> **DIRECTIONS FOR THIS TASK**: All lines in the material below that hold "double" should be found and copied.

[[ DATA LISTING, beginning ]]

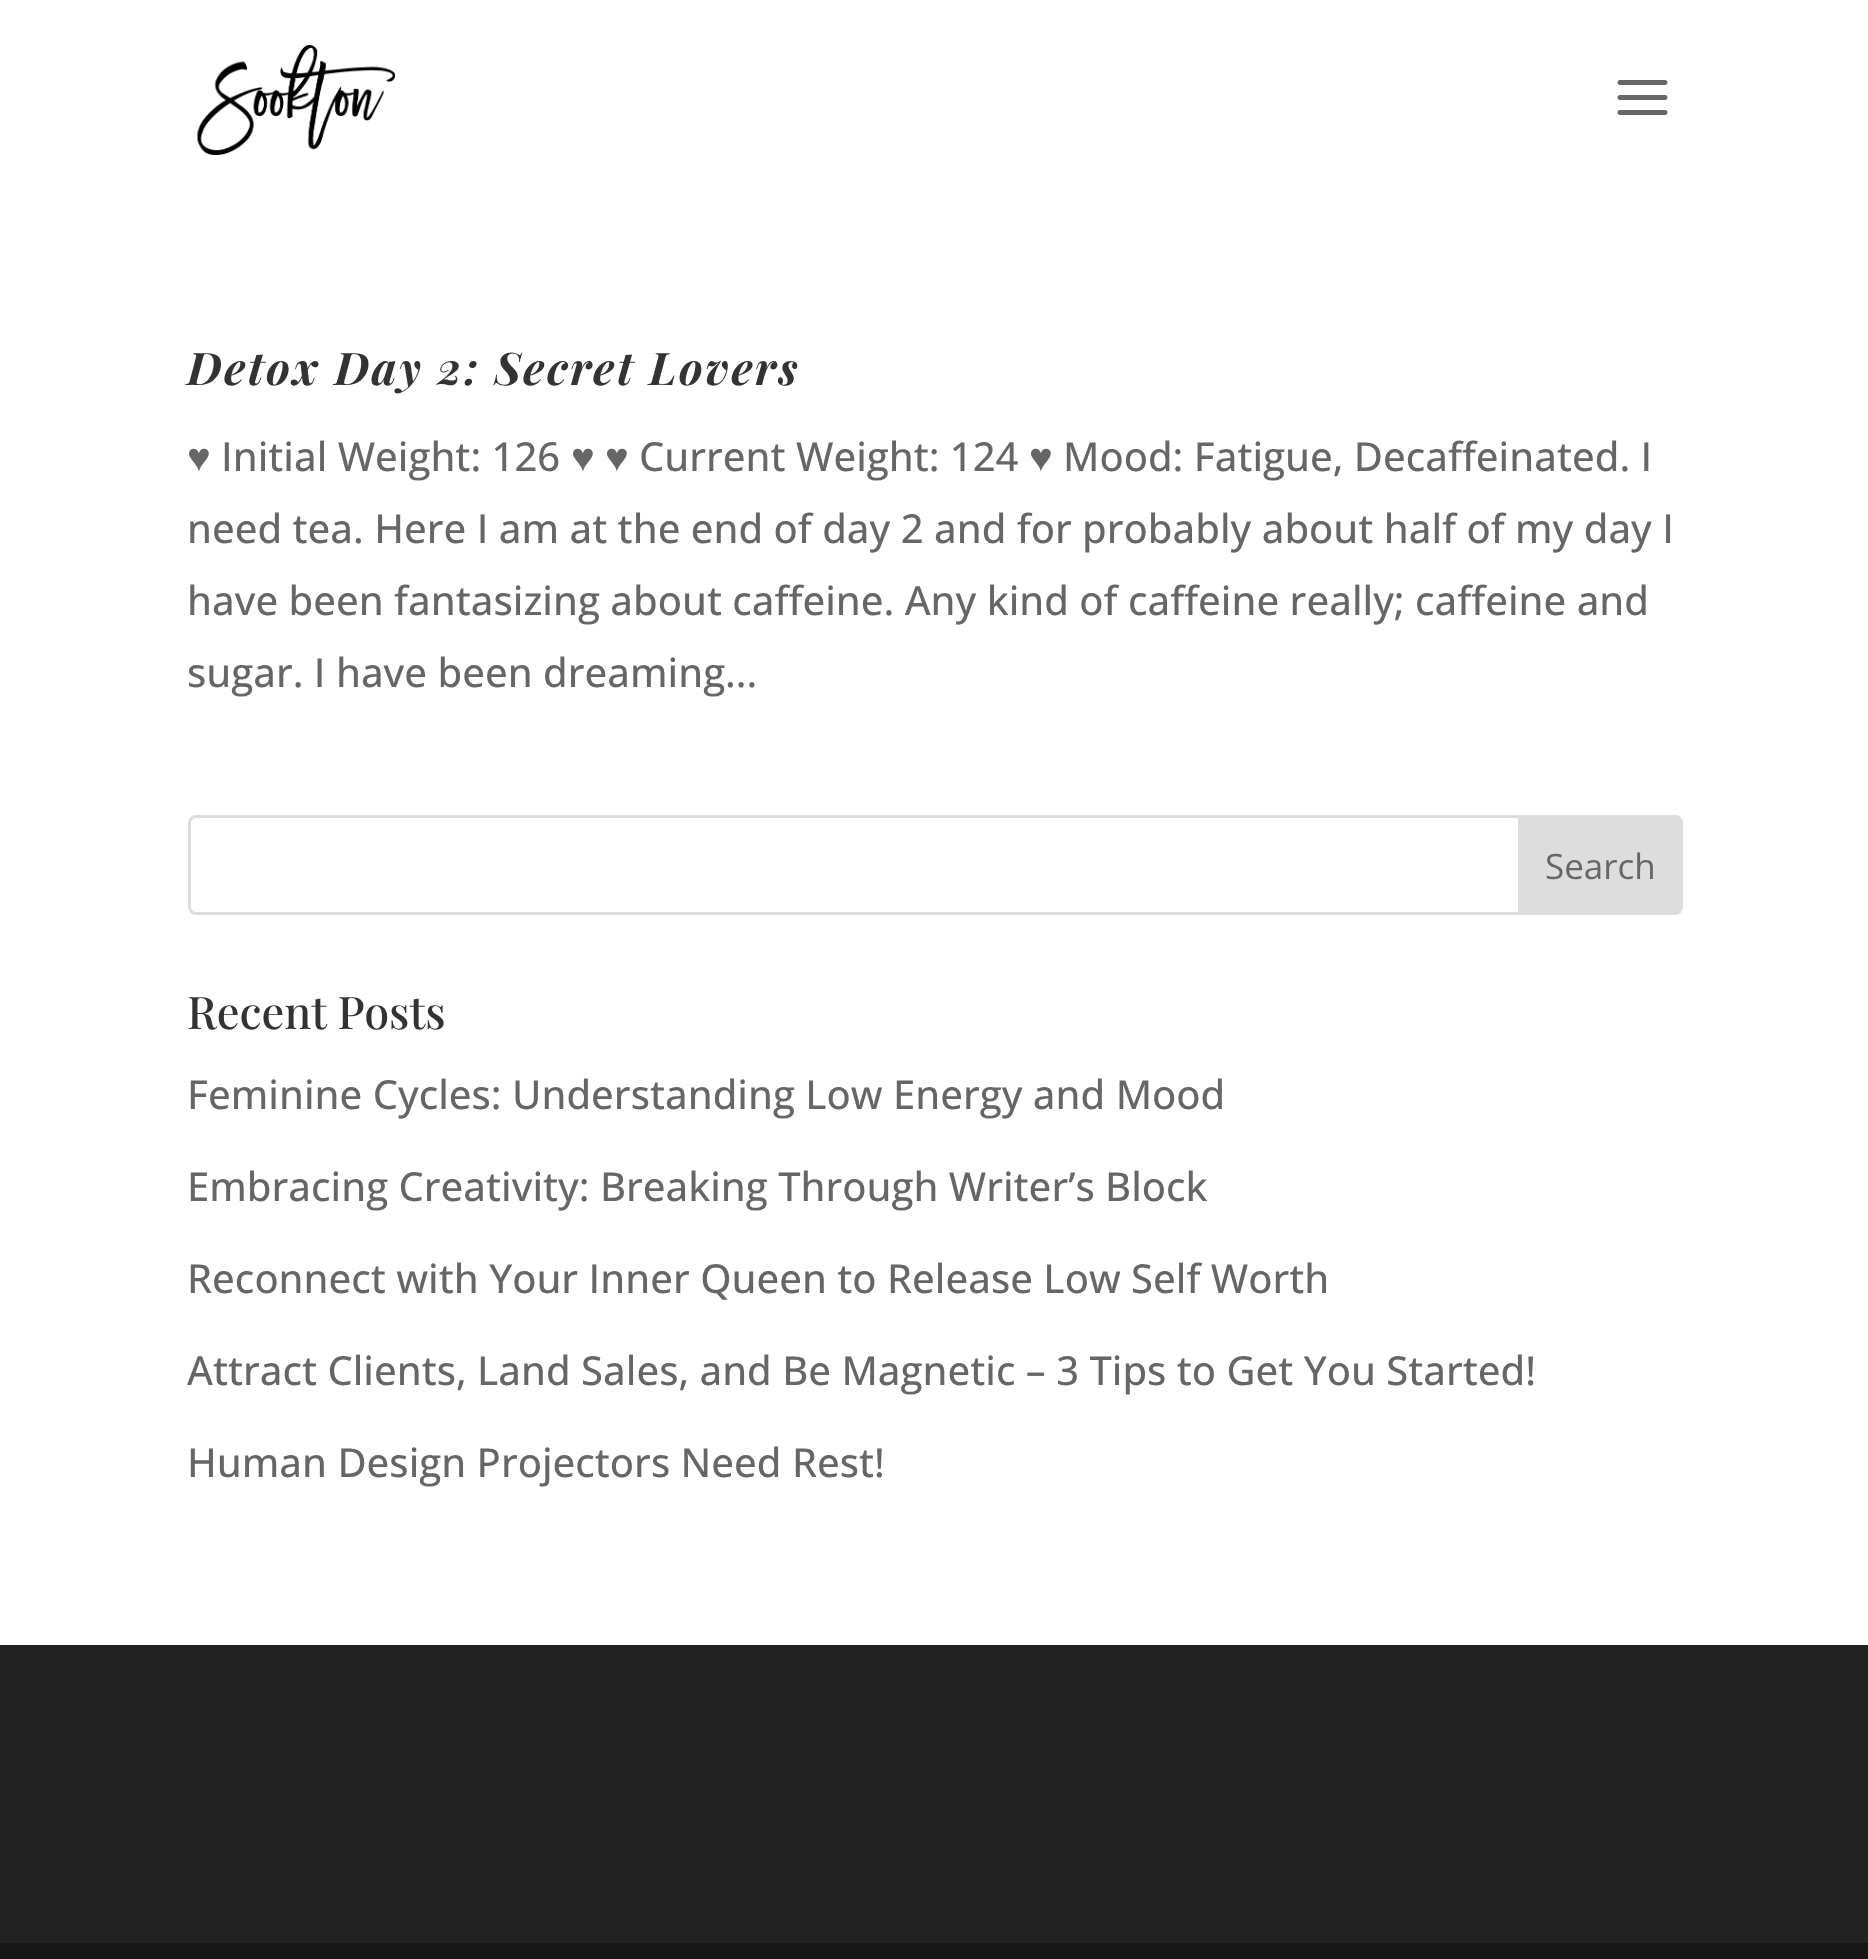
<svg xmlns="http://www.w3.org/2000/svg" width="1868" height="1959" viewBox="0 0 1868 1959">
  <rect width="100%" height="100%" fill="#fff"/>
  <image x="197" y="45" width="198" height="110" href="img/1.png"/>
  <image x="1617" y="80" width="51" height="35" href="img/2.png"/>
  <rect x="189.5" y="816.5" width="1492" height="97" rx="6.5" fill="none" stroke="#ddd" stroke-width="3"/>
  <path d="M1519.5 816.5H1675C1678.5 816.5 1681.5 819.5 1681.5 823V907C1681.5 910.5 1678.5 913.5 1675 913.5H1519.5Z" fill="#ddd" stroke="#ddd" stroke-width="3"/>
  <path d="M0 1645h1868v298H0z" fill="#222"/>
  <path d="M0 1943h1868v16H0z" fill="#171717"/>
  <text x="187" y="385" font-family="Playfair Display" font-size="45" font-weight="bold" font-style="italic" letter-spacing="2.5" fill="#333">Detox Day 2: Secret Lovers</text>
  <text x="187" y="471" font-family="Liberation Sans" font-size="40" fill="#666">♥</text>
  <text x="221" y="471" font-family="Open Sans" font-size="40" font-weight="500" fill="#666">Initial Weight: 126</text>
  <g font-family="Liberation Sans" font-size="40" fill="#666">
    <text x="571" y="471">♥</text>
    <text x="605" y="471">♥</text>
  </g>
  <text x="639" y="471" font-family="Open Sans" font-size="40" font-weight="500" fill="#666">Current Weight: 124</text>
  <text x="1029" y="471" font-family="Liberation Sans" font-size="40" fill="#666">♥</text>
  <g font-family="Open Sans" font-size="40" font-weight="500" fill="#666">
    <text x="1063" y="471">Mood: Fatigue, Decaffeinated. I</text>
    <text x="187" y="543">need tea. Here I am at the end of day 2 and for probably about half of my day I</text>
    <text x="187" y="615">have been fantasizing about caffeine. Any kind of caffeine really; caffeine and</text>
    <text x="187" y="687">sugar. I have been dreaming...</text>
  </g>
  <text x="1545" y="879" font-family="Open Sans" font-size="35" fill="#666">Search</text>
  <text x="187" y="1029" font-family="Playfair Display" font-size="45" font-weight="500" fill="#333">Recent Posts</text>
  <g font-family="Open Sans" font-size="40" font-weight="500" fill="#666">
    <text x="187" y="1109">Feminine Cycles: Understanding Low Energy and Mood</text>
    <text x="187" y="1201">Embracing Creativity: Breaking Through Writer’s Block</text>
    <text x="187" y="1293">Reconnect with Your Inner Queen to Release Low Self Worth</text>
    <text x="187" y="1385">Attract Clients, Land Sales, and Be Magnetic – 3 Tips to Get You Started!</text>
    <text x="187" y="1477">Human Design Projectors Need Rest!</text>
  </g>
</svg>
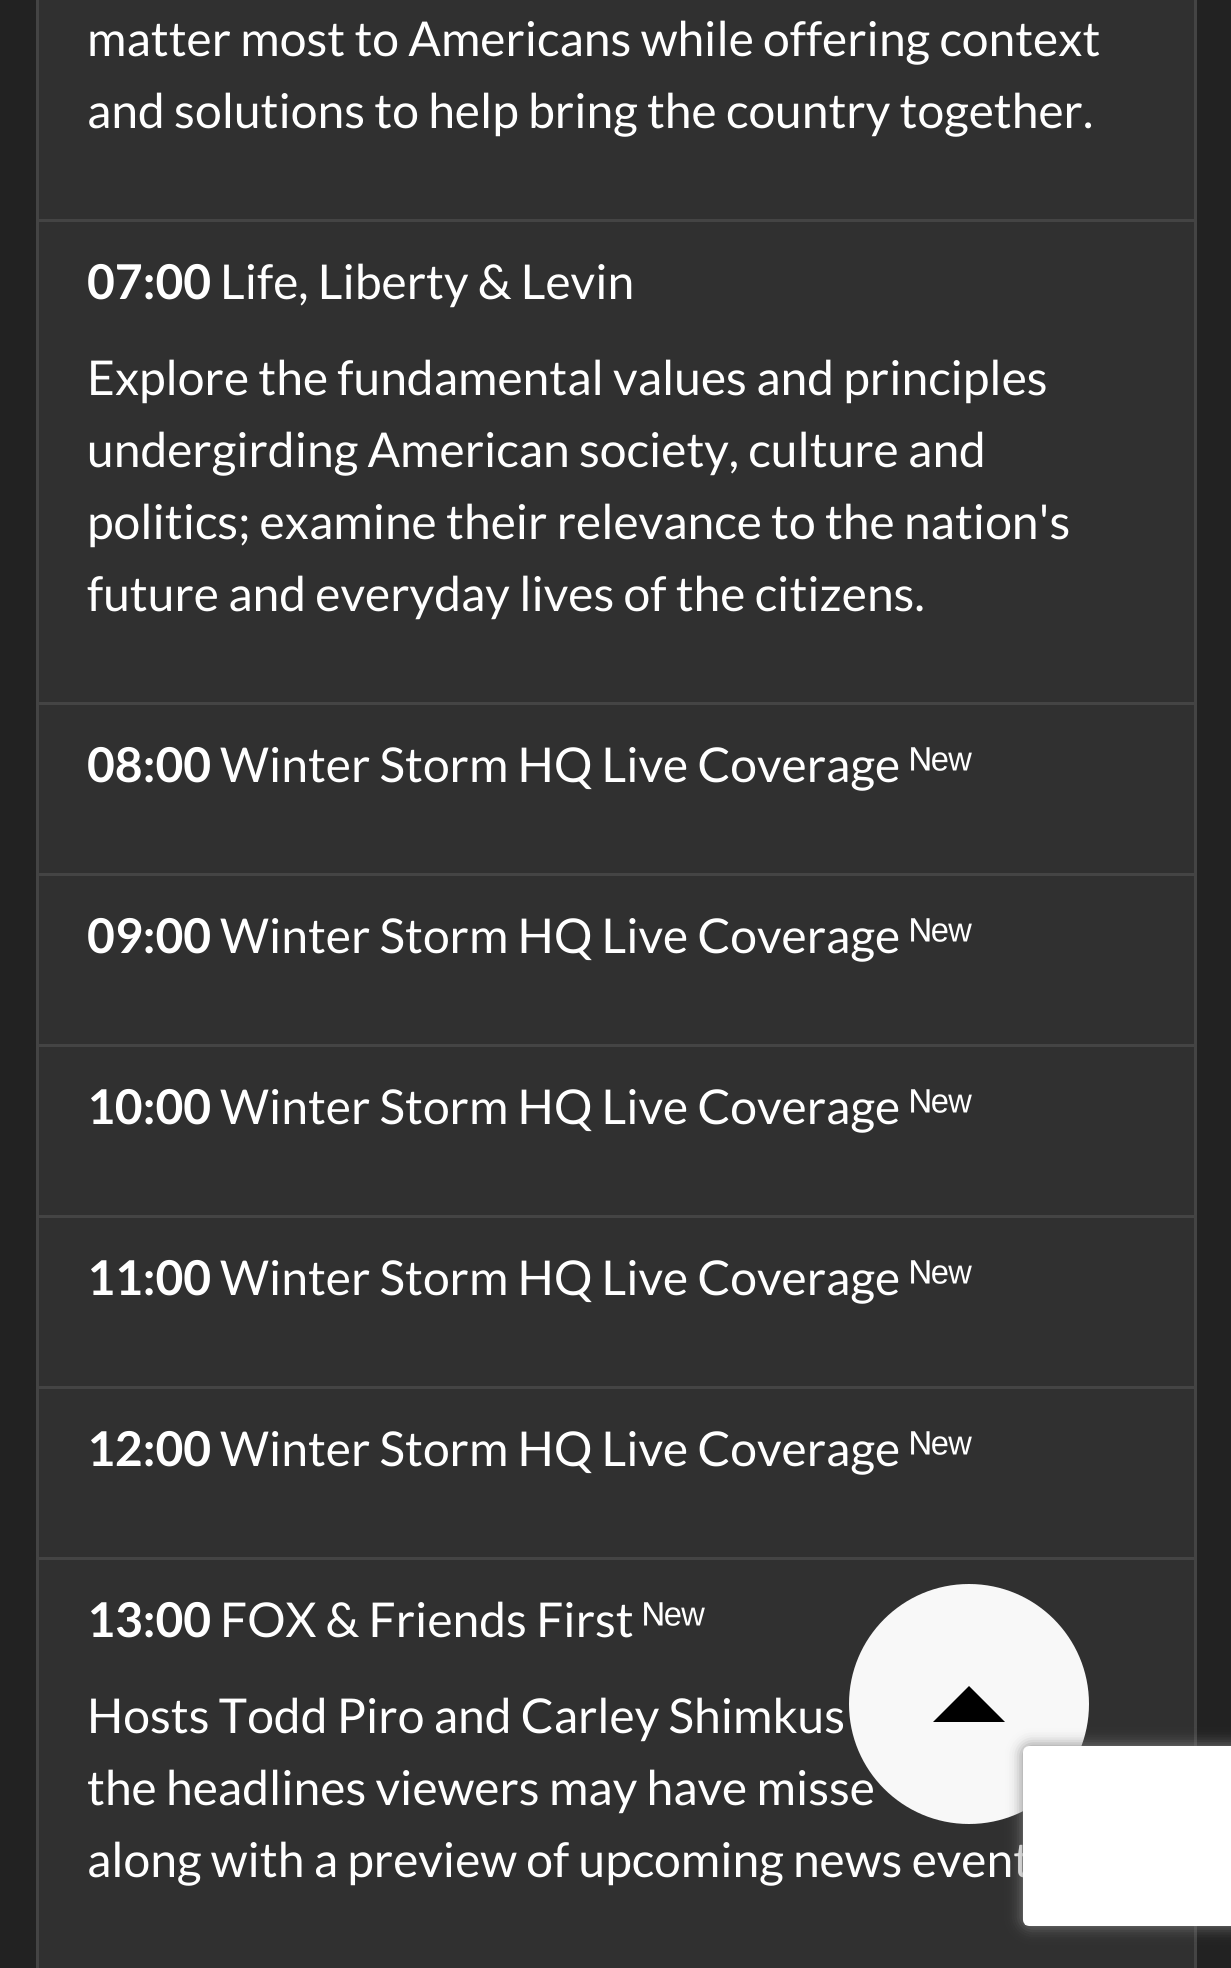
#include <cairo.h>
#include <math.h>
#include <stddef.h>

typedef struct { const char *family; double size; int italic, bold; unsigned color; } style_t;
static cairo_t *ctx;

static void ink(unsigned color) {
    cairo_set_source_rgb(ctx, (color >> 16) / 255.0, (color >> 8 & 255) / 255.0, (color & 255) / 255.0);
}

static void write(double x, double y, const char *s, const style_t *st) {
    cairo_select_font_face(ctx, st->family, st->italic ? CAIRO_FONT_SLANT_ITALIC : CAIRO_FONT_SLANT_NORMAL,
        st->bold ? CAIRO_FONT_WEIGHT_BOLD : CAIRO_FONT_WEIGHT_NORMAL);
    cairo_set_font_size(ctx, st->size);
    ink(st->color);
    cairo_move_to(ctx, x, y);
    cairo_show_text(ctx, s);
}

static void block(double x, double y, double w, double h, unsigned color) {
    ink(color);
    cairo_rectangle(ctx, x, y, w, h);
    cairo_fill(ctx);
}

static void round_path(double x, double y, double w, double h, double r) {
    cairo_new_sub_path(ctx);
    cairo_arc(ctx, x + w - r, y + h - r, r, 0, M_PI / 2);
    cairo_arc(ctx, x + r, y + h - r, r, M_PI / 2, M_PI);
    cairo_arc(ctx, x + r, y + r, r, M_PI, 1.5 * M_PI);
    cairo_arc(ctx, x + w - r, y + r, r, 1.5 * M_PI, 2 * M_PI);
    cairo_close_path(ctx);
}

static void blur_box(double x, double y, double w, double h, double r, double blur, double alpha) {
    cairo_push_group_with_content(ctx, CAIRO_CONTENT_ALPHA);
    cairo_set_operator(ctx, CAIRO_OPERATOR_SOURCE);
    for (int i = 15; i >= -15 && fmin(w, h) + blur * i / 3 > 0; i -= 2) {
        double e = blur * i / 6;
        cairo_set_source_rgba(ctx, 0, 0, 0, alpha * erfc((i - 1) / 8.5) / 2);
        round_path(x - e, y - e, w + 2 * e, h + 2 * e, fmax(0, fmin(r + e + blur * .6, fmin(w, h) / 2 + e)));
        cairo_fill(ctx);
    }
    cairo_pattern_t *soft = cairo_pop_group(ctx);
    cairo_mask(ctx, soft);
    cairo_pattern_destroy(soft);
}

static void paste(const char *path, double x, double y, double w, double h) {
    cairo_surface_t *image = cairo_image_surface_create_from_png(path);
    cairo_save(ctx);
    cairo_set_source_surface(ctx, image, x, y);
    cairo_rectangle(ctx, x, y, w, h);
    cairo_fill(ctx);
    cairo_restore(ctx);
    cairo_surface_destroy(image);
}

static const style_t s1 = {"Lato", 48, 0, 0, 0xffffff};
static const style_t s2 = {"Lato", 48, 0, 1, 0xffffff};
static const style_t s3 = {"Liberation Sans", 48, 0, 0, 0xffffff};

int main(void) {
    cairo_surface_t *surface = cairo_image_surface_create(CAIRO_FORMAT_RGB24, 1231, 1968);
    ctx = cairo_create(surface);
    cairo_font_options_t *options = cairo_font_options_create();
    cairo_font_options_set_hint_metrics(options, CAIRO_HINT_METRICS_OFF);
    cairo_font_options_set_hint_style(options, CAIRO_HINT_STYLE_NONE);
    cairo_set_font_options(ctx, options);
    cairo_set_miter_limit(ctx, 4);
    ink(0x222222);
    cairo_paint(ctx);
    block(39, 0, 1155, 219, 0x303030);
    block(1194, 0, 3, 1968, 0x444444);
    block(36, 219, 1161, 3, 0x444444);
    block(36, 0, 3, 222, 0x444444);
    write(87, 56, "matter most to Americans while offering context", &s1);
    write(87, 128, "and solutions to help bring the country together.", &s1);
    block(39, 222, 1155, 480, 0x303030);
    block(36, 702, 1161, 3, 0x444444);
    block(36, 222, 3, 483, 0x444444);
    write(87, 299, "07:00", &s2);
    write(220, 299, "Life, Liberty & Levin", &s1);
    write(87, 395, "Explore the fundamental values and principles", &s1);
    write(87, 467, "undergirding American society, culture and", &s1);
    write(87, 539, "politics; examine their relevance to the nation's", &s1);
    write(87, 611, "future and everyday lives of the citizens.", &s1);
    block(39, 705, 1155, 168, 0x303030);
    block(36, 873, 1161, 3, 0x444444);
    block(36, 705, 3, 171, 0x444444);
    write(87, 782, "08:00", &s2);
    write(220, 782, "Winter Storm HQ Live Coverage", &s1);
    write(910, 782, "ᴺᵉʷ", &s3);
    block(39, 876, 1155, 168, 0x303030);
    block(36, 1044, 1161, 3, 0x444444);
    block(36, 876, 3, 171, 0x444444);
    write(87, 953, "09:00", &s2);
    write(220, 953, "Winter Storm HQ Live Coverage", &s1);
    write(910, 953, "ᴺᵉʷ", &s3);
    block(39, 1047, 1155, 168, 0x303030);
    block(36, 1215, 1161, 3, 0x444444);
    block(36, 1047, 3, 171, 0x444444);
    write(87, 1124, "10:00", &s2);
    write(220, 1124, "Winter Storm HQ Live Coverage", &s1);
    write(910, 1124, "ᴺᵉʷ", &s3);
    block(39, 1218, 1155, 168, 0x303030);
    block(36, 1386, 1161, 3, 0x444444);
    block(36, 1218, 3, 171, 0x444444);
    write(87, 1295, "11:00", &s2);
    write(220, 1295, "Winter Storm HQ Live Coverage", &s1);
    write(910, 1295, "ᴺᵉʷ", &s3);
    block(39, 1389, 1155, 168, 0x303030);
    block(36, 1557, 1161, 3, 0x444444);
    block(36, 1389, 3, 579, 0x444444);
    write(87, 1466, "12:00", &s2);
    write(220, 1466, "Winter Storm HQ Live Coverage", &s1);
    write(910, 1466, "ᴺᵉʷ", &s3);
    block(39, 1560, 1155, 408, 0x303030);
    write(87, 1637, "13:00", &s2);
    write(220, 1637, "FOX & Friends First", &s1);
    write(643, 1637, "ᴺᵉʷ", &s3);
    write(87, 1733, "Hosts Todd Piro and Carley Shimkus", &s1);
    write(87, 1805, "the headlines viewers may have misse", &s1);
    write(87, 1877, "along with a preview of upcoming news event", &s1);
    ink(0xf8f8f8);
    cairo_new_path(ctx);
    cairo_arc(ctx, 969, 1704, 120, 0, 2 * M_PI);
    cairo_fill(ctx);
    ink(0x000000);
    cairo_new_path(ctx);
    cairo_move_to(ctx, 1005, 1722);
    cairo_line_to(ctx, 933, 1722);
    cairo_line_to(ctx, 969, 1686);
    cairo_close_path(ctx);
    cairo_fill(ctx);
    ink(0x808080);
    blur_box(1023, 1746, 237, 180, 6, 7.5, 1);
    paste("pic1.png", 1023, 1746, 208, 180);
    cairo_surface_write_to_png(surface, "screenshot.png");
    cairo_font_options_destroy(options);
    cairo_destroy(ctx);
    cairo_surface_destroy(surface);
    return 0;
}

[[ DATA LISTING, end ]]

> **EXERCISE ANSWER**:
typedef struct { const char *family; double size; int italic, bold; unsigned color; } style_t;
static void write(double x, double y, const char *s, const style_t *st) {
static void block(double x, double y, double w, double h, unsigned color) {
static void round_path(double x, double y, double w, double h, double r) {
static void blur_box(double x, double y, double w, double h, double r, double blur, double alpha) {
        double e = blur * i / 6;
static void paste(const char *path, double x, double y, double w, double h) {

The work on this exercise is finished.